Supplied records.
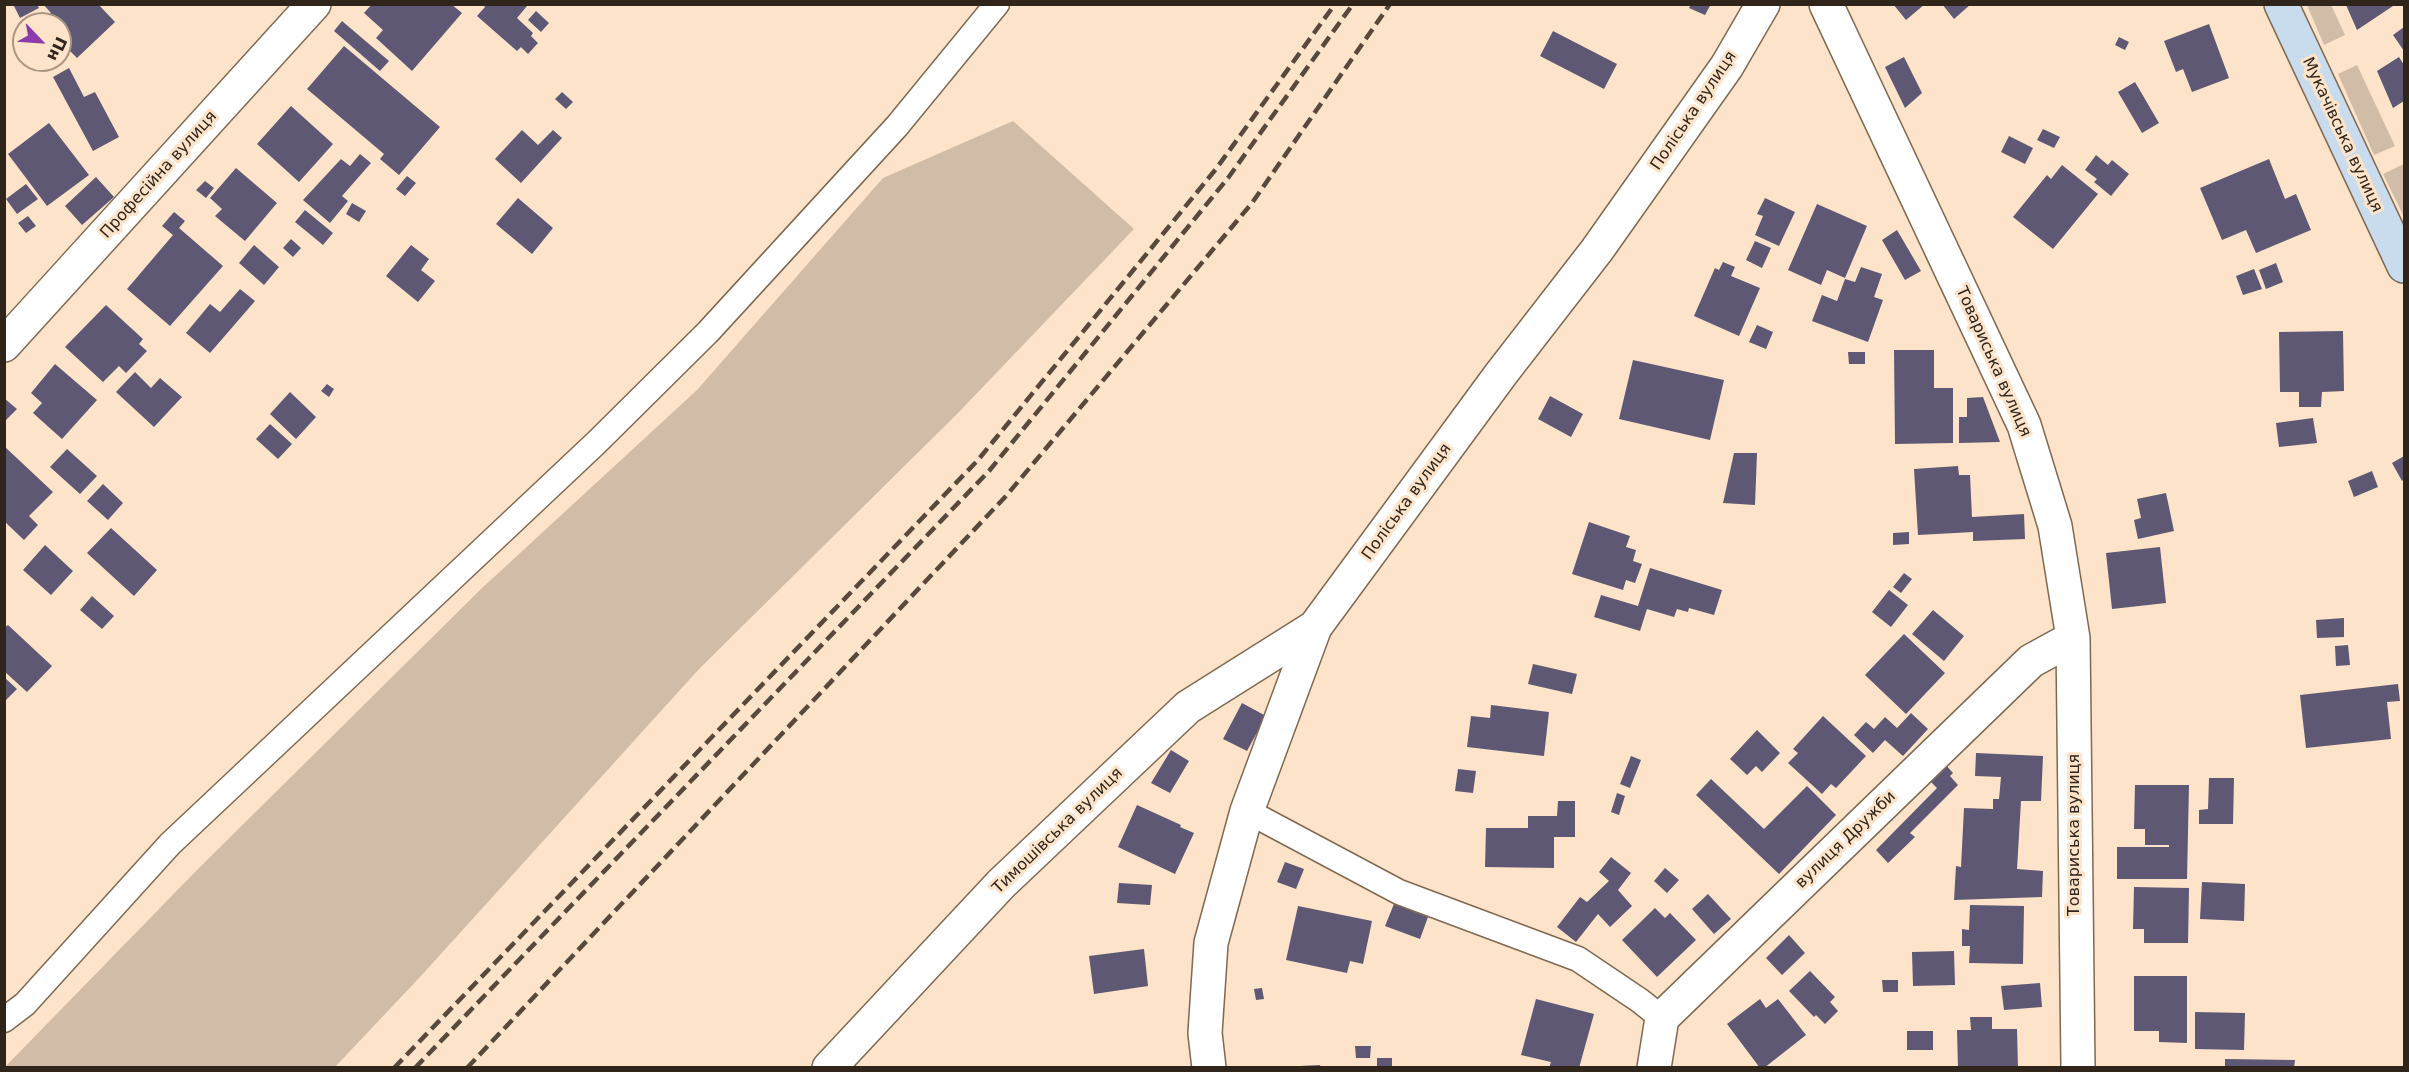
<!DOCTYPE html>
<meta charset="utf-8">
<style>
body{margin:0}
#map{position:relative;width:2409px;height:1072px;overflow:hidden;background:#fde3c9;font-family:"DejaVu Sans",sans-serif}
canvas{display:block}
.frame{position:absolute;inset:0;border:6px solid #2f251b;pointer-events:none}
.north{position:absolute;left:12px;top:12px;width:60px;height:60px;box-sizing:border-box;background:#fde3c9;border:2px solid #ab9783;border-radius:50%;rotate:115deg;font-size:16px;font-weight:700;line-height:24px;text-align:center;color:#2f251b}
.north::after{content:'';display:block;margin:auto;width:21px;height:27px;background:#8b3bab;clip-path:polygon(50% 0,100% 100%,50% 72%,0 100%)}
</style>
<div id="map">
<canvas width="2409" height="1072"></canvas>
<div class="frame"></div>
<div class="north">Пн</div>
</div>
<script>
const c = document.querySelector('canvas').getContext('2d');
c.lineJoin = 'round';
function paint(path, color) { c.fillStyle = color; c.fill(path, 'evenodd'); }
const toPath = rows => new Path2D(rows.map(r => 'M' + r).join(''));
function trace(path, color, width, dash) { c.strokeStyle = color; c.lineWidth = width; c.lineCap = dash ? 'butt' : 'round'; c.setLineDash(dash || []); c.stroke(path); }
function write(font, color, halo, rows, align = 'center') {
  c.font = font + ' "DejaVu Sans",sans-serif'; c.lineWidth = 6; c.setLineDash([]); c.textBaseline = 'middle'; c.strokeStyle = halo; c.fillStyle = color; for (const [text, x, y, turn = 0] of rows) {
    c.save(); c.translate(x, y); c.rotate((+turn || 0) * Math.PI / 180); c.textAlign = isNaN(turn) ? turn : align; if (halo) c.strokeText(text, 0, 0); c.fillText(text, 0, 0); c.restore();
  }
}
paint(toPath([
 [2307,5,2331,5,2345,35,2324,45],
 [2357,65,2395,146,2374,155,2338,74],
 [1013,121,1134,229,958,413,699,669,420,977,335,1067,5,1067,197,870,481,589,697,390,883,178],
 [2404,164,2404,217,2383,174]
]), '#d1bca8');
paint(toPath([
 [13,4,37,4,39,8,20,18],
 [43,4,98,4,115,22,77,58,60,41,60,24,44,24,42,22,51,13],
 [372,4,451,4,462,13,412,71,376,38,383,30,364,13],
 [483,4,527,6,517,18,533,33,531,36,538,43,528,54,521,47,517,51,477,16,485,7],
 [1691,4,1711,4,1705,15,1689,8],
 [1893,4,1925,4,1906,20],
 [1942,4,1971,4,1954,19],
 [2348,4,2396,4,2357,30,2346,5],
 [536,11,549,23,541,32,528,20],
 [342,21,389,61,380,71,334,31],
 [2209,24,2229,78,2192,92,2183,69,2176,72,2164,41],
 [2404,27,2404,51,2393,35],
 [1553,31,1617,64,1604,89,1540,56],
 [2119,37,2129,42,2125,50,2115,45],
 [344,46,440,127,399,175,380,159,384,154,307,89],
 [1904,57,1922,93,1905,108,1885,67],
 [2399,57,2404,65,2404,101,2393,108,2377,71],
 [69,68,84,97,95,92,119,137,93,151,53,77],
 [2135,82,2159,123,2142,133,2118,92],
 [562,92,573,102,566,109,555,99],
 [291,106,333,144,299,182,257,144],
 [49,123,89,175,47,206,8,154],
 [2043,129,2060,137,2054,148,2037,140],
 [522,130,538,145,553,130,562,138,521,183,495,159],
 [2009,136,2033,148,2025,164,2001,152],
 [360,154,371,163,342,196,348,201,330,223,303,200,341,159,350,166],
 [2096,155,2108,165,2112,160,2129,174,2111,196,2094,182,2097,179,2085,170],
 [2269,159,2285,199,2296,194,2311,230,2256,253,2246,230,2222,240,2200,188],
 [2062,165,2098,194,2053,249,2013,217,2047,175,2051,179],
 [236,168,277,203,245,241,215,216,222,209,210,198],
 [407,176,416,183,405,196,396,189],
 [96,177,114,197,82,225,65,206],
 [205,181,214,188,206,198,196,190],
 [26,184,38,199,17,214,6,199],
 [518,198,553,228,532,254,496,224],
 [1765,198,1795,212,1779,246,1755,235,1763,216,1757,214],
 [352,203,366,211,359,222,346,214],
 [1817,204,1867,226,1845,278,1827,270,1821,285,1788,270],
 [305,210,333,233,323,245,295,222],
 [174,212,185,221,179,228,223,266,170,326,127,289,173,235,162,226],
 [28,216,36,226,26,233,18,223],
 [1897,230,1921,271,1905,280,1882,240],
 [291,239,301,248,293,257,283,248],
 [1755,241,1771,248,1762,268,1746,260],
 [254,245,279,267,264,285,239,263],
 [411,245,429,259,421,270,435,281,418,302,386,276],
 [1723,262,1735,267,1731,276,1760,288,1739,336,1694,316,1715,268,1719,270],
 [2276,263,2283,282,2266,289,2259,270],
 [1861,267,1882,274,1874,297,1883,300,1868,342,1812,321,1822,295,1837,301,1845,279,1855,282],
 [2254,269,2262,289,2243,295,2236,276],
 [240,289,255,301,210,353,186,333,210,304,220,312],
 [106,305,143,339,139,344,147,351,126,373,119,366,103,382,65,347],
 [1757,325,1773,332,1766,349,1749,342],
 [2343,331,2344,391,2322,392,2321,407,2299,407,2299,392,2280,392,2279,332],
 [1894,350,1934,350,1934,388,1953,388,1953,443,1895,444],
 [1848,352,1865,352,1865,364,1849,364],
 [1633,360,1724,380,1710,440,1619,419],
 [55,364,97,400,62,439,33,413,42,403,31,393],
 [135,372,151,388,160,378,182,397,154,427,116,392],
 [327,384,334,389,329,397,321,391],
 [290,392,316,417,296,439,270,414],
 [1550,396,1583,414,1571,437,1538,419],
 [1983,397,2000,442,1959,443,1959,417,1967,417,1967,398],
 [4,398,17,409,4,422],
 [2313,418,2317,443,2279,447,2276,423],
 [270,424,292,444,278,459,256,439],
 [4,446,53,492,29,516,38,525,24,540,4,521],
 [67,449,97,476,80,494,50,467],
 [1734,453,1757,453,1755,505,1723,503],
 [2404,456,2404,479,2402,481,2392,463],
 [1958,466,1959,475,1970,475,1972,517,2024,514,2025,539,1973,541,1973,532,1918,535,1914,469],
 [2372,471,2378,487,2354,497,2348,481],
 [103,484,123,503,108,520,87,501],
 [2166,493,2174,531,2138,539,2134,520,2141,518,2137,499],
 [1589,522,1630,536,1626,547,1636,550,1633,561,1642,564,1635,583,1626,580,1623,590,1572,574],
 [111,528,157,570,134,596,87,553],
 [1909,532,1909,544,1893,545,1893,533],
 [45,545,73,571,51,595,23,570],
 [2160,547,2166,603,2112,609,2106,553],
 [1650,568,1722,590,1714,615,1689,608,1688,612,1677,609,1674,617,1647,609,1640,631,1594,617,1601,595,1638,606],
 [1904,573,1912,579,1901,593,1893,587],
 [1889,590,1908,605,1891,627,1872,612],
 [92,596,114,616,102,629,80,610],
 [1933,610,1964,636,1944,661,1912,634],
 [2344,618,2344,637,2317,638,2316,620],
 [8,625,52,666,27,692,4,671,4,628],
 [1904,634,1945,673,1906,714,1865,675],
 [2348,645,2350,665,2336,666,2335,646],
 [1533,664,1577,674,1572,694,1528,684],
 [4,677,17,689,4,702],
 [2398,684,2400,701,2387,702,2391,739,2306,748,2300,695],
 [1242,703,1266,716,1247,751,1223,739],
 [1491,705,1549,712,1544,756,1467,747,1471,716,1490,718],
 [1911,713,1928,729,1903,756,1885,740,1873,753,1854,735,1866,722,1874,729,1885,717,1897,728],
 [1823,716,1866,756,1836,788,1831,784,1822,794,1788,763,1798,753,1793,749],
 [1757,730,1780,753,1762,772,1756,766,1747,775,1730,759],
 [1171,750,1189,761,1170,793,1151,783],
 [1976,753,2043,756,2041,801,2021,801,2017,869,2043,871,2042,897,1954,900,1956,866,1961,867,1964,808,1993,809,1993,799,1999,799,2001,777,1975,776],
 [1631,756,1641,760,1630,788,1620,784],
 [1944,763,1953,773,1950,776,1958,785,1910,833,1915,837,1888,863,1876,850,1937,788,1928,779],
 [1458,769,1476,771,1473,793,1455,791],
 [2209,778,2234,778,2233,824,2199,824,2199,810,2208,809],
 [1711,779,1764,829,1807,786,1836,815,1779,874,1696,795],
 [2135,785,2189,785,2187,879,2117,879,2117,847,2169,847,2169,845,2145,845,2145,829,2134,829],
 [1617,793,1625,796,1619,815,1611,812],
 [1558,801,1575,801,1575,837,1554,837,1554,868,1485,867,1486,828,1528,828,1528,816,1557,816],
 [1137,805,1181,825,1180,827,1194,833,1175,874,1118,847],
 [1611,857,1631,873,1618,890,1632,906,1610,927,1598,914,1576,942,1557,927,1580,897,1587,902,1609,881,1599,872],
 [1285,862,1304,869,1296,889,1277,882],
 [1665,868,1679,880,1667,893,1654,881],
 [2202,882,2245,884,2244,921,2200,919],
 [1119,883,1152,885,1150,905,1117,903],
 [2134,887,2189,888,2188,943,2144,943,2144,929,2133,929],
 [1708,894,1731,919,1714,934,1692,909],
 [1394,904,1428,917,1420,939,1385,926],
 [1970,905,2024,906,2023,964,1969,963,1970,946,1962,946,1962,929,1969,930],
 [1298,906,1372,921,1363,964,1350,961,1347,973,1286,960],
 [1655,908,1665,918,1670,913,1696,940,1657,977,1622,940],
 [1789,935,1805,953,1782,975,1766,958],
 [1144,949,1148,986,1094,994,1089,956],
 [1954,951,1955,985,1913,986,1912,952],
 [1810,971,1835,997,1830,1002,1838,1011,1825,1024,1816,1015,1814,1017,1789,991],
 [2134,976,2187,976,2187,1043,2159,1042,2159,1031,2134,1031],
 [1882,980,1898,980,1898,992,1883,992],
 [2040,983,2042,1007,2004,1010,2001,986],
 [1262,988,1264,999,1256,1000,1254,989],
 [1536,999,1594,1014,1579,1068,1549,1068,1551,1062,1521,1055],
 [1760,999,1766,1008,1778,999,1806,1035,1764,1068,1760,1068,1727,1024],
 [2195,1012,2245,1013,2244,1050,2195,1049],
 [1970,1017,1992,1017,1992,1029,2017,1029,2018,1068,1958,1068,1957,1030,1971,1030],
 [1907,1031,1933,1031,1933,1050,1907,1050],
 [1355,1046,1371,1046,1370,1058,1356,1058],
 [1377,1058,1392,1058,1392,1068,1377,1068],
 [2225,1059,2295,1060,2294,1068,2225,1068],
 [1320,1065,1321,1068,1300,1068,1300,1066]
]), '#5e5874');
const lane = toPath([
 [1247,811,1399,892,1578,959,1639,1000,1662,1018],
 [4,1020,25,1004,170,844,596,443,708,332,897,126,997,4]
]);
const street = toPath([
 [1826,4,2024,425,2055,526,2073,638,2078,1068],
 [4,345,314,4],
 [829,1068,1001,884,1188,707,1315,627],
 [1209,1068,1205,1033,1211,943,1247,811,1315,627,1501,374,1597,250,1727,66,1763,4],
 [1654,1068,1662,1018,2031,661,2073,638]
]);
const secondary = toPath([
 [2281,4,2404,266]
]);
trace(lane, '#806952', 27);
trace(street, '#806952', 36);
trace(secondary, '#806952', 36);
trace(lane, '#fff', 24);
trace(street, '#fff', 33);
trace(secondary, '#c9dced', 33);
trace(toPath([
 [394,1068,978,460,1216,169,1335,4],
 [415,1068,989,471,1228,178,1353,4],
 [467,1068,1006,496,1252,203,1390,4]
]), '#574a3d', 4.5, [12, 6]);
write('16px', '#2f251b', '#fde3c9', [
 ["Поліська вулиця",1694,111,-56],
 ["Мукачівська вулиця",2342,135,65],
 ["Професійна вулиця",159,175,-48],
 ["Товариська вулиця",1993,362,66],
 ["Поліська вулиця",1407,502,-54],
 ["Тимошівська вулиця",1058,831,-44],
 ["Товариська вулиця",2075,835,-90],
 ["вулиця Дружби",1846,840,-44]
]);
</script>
...
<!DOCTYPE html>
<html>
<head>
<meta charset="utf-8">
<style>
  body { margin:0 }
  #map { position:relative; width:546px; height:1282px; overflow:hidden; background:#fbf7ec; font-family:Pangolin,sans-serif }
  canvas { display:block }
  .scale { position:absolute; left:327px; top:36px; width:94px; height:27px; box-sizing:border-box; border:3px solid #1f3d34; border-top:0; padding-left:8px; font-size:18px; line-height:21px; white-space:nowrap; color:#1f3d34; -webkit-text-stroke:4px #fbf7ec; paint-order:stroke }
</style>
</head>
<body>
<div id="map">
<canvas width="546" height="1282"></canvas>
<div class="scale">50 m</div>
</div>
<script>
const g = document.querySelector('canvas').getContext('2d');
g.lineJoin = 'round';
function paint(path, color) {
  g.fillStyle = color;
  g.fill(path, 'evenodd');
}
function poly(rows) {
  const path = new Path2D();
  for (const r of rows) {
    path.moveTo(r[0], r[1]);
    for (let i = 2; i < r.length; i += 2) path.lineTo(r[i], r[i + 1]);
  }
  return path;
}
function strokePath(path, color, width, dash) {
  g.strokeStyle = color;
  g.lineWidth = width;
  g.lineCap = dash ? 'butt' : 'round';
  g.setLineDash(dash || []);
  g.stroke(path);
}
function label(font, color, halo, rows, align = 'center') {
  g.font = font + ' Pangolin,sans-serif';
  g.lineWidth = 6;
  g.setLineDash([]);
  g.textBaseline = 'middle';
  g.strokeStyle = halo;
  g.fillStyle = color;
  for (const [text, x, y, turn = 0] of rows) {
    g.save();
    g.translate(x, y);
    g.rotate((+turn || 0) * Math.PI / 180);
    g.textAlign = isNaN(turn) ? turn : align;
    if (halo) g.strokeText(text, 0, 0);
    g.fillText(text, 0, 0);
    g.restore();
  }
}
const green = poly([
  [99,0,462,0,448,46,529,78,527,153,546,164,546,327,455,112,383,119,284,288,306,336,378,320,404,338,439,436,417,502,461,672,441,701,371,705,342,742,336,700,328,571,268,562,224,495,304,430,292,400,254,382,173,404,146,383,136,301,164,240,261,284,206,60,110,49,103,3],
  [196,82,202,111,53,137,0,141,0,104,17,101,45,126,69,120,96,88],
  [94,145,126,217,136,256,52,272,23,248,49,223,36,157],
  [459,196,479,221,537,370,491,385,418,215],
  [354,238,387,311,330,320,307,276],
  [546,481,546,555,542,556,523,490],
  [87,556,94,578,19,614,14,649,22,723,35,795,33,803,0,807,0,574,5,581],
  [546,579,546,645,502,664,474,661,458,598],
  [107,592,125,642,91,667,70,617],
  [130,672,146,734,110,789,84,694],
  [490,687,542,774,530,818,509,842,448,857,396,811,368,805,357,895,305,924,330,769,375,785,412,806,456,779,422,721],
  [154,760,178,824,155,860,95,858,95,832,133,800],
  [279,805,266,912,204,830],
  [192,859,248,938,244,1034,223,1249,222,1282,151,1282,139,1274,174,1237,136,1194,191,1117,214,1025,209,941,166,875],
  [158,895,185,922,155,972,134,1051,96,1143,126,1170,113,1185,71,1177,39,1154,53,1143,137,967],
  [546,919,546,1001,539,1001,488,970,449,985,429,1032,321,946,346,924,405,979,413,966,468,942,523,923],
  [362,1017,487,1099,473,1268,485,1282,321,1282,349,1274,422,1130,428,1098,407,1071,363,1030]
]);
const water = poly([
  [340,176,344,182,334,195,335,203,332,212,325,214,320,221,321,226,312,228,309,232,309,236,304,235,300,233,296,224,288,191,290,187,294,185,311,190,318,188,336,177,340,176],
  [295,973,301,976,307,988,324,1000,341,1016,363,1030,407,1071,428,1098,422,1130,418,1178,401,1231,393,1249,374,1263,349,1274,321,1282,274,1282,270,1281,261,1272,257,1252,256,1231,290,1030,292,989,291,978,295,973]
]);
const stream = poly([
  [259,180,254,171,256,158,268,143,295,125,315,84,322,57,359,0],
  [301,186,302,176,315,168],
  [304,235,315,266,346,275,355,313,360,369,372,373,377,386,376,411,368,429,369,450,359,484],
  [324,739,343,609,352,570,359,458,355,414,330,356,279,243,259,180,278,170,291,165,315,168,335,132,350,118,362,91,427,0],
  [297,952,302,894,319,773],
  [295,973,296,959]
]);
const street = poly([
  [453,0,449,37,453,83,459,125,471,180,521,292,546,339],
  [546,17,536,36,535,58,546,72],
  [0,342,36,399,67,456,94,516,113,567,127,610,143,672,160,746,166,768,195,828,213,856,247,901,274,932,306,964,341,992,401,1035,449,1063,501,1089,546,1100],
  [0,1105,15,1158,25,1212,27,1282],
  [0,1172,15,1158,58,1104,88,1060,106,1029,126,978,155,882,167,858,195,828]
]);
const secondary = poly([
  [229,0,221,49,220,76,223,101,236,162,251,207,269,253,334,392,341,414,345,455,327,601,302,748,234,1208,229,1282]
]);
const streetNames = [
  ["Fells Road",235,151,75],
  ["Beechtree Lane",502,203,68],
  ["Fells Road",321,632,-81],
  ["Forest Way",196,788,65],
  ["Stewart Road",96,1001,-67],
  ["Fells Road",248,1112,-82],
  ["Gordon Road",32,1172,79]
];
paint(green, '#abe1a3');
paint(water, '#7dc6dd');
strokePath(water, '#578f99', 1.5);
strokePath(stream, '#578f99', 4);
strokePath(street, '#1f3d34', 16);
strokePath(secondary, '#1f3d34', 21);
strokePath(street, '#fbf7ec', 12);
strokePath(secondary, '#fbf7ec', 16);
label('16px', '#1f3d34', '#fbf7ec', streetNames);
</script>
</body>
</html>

Task. Please give back, exactly as it stands above, the stretch from the line with "c.save(); c.translate(x, y);" through the line with "[2404,164,2404,217,2383,174]", and no line outside it.

Completed exercise.
    c.save(); c.translate(x, y); c.rotate((+turn || 0) * Math.PI / 180); c.textAlign = isNaN(turn) ? turn : align; if (halo) c.strokeText(text, 0, 0); c.fillText(text, 0, 0); c.restore();
  }
}
paint(toPath([
 [2307,5,2331,5,2345,35,2324,45],
 [2357,65,2395,146,2374,155,2338,74],
 [1013,121,1134,229,958,413,699,669,420,977,335,1067,5,1067,197,870,481,589,697,390,883,178],
 [2404,164,2404,217,2383,174]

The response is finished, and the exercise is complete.